The tutor started the day with a short summary of the origins and  history of collage, then she did a demo to show us the basis of her work explaining her use of some papers for the textures they create in the finished painting. Taking large sheets of  A2 card she started tearing different thicknesses of paper, screwing it up to make small creases making leather-like effects, crepe paper that almost melts down to nothing with the glue, tissue paper was more resilient making lovely creases, brown craft paper, string  and meshed netting could be used on top of all of that to make more specific texture. All of it stuck down with white PVC glue and allowed to dry. The whole image made a textured monochrome simple landscape of sky, far mountains and rounded foreground.  It could have almost been an image at that point. But, she wasn’t finished…..

She then carefully scattered tiny amounts of pure watercolour pigment from tiny pots. The pigment looked like spice – it could have been black pepper or paprika she was scattering, for what it looked like……

And then the magic. With a wave of her hand, she added the missing ingredient, the one that made us all go “OOOWwwwWOW!!!!!!” and lean forward in thrilled excitement.

And the name of this wonderful ingredient…? Lean close and I’ll whisper it in your ear…… its called “Water!” 🙂

She quickly brushed it over the textured surface, the colours mixing and finding adhesion to the different collage papers, stronger in some places, and more dilute in others, dark on the craft paper as it soaked up the colours. Instant amazingly bright and vividly wonderful impact, and filling our heads with ideas and an urge to get going ourselves. We eagerly grabbed card, paper, and glue and went off to create our own monochrome landscape, letting it dry over the lunchbreak, and then scattering three or four of the chosen colours to see how they reacted together on our work. I chose Prussian blue, rose pink, orange, and violet, which all made an amazingly interesting mass of colour on my landscape. It had to be left to dry before I could do anything more with it, and it will certainly be the basis of another piece of art.
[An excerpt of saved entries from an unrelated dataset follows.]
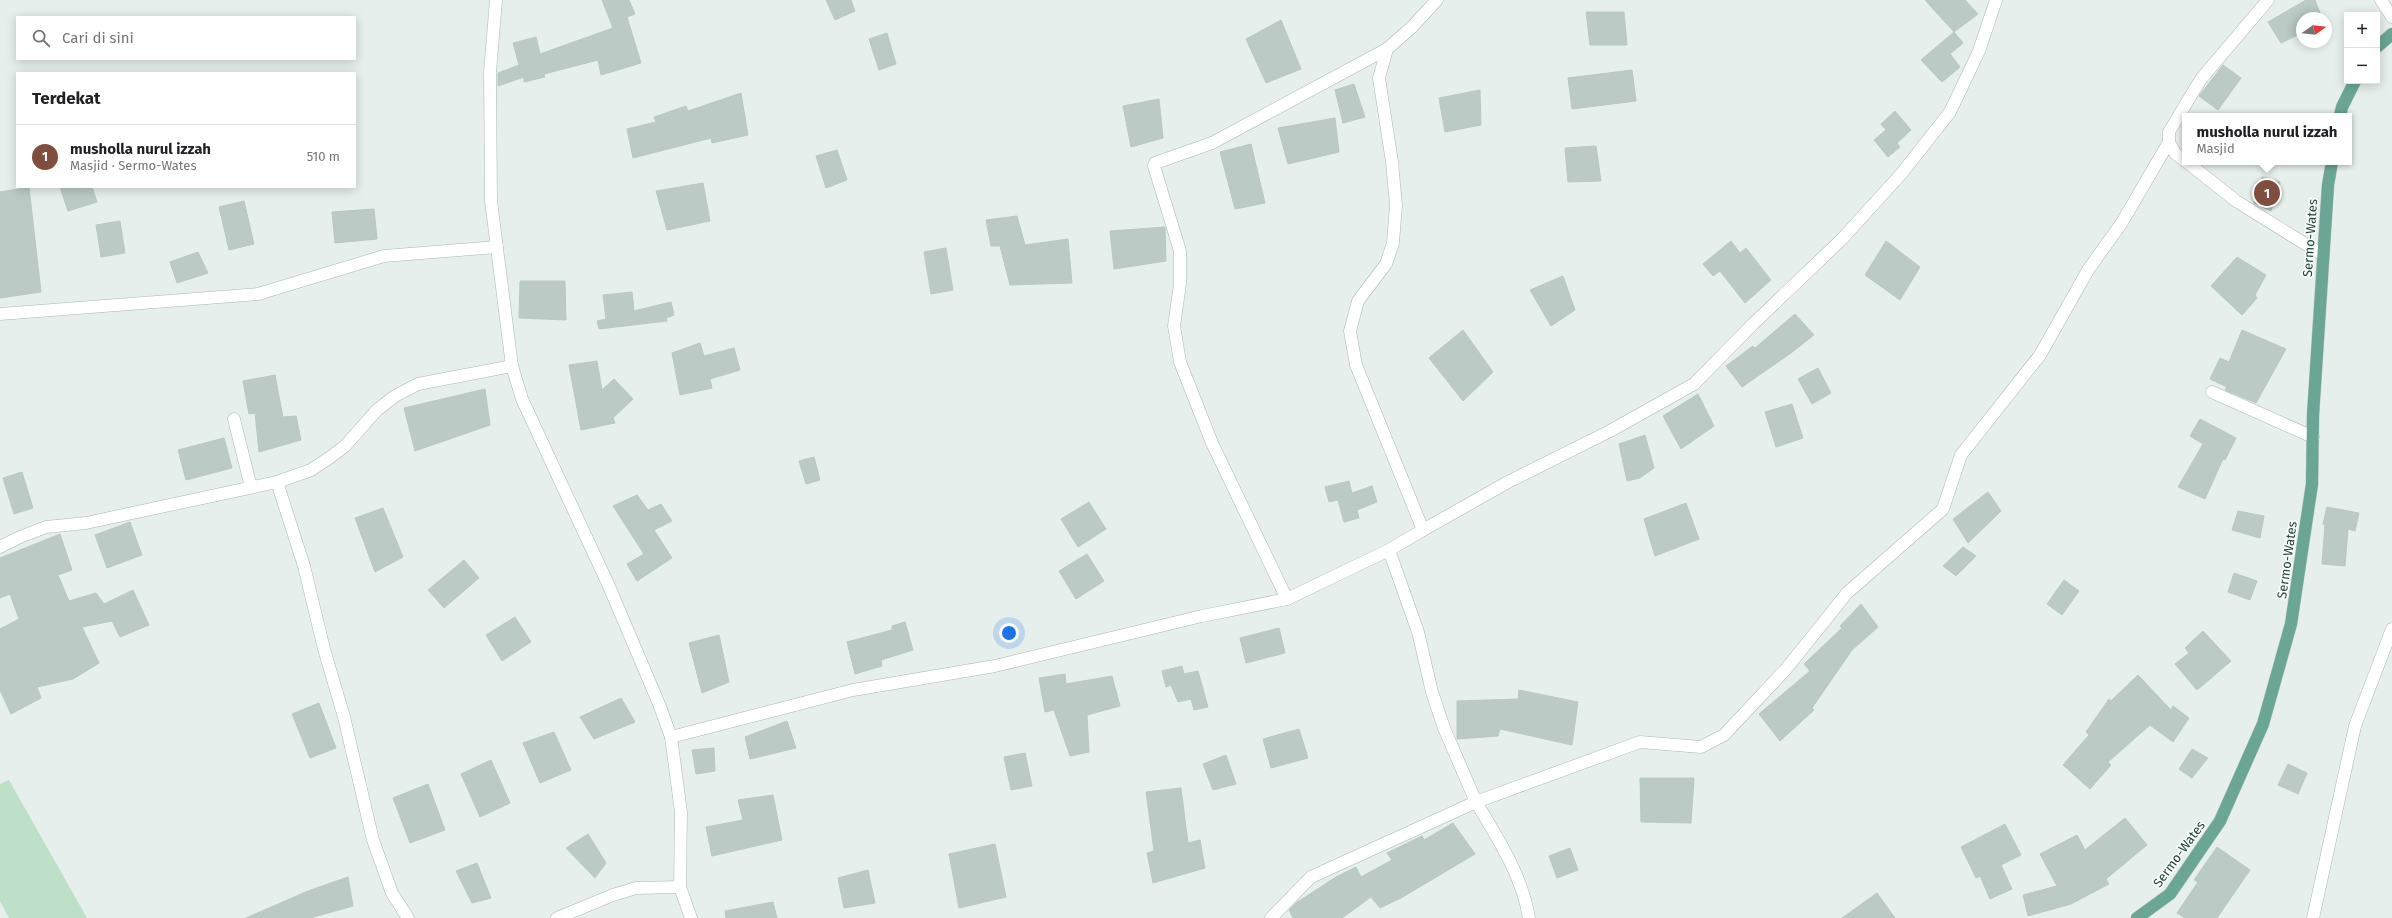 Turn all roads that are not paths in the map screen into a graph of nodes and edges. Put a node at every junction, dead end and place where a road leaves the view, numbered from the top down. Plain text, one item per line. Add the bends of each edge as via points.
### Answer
1 (496, 0) edge
2 (1437, 0) edge
3 (1996, 0) edge
4 (2268, 0) edge
5 (2381, 0) edge
6 (2392, 17) edge
7 (2392, 34) edge
8 (2380, 44) edge
9 (1387, 49) junction
10 (2354, 84) edge
11 (2341, 113) edge
12 (2169, 142) junction
13 (2182, 158) edge
14 (2191, 165) edge
15 (2331, 165) edge
16 (497, 247) junction
17 (2323, 255) junction
18 (0, 314) edge
19 (512, 366) junction
20 (2212, 392) dead end
21 (234, 419) dead end
22 (2313, 437) junction
23 (277, 482) junction
24 (251, 487) junction
25 (1423, 530) junction
26 (0, 547) edge
27 (1389, 550) junction
28 (1286, 599) junction
29 (2392, 629) edge
30 (670, 738) junction
31 (1476, 802) junction
32 (680, 887) junction
33 (408, 918) edge
34 (557, 918) edge
35 (691, 918) edge
36 (1271, 918) edge
37 (1529, 918) edge
38 (2137, 918) edge
39 (2313, 918) edge

1 - 16 street via 490,80 491,201
2 - 9 street
3 - 25 street via 1979,51 1950,112 1902,173 1842,239 1694,384
4 - 12 street via 2201,79 2169,132
5 - 6 street
7 - 8 main road
9 - 25 street via 1379,78 1396,205 1393,243 1386,264 1358,301 1350,331 1356,365
9 - 28 street via 1212,143 1155,163 1154,166 1180,251 1180,284 1174,326 1180,362 1212,443
10 - 11 main road
12 - 13 street via 2175,153
12 - 31 street via 2121,224 2088,270 2040,355 1961,455 1943,509 1847,594 1786,669 1724,735 1701,747 1640,742
14 - 17 street via 2236,201
15 - 17 main road, Sermo-Wates
16 - 18 street via 384,256 258,294
16 - 19 street
17 - 22 main road, Sermo-Wates
19 - 23 street via 418,384 395,396 377,410 345,446 329,458 311,470
19 - 30 street via 522,399 608,584 659,704
20 - 22 street
21 - 24 street
22 - 38 main road, Sermo-Wates via 2312,484 2291,624 2263,724 2220,821 2170,894
23 - 24 street
23 - 33 street via 304,566 373,840 392,893
24 - 26 street via 86,523 46,527
25 - 27 street
27 - 28 street
27 - 31 street via 1418,632 1444,728
28 - 30 street via 1202,616 995,666 853,690
29 - 39 street via 2355,726
30 - 32 street via 681,812
31 - 36 street via 1311,877
31 - 37 street via 1504,849 1520,884
32 - 34 street via 636,888
32 - 35 street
We were then encouraged to create another landscape, taking more time to chose more specific craft papers, sorting through boxes of colours divided into yellow, red, blue, green.  Wrapping paper with flags, flowers, animal prints, and patterns, fabric, metallic paper, hand made papers, mixed up with unused pieces of painted watercolours made abstract shapes. None of us had any ideas in our heads when we started, just went with the flow, pulling out colours and textures, shapes and contrasting papers. Now we had more of an idea of forming landscapes and quickly placed paper on the A2 card, then started sticking it down. 

And something strange happened to me as I did it……

I got quite emotional about it. Getting caught up with the textures I’d put together, and how I’d arranged them together on the paper. And it wasn’t a good emotion, and wasn’t something that I wanted to feel. But it was still there, in the image.

A really upsettingly powerful image.

And at the end, when the tutor did a critique of the artwork we’d all done as we stood around and looked at what we’d all created in her workshop. I explained that the fact that I’d chosen metallic gold paper for my distant mountain range, with a bright vivid orangey pink sky, and that I’d used a tiger print paper for the foreground, along with a leopard print paper that had torn as I’d put it on the gold paper, making holes in it that showed the gold paper underneath, and that the string that I’d draped through the picture showing a flow across the paper had taken a lot of the red paint that I’d put on afterwards, making it look like bloody entrails, all made me think of the fur trade and poachers killing beautiful wild animals for money.

Where did all that come from? I paint happy pictures, not upsetting ones.

It was all there in the textures, and the collage.

What an impact that had! A massive learning curve that the textures and shapes in the art can have such  an effect. I’ll definitely do that again, but with more of a considered approach to the message I want to get across.

It must have been a good workshop, I came home with blue fingers! Always a good sign!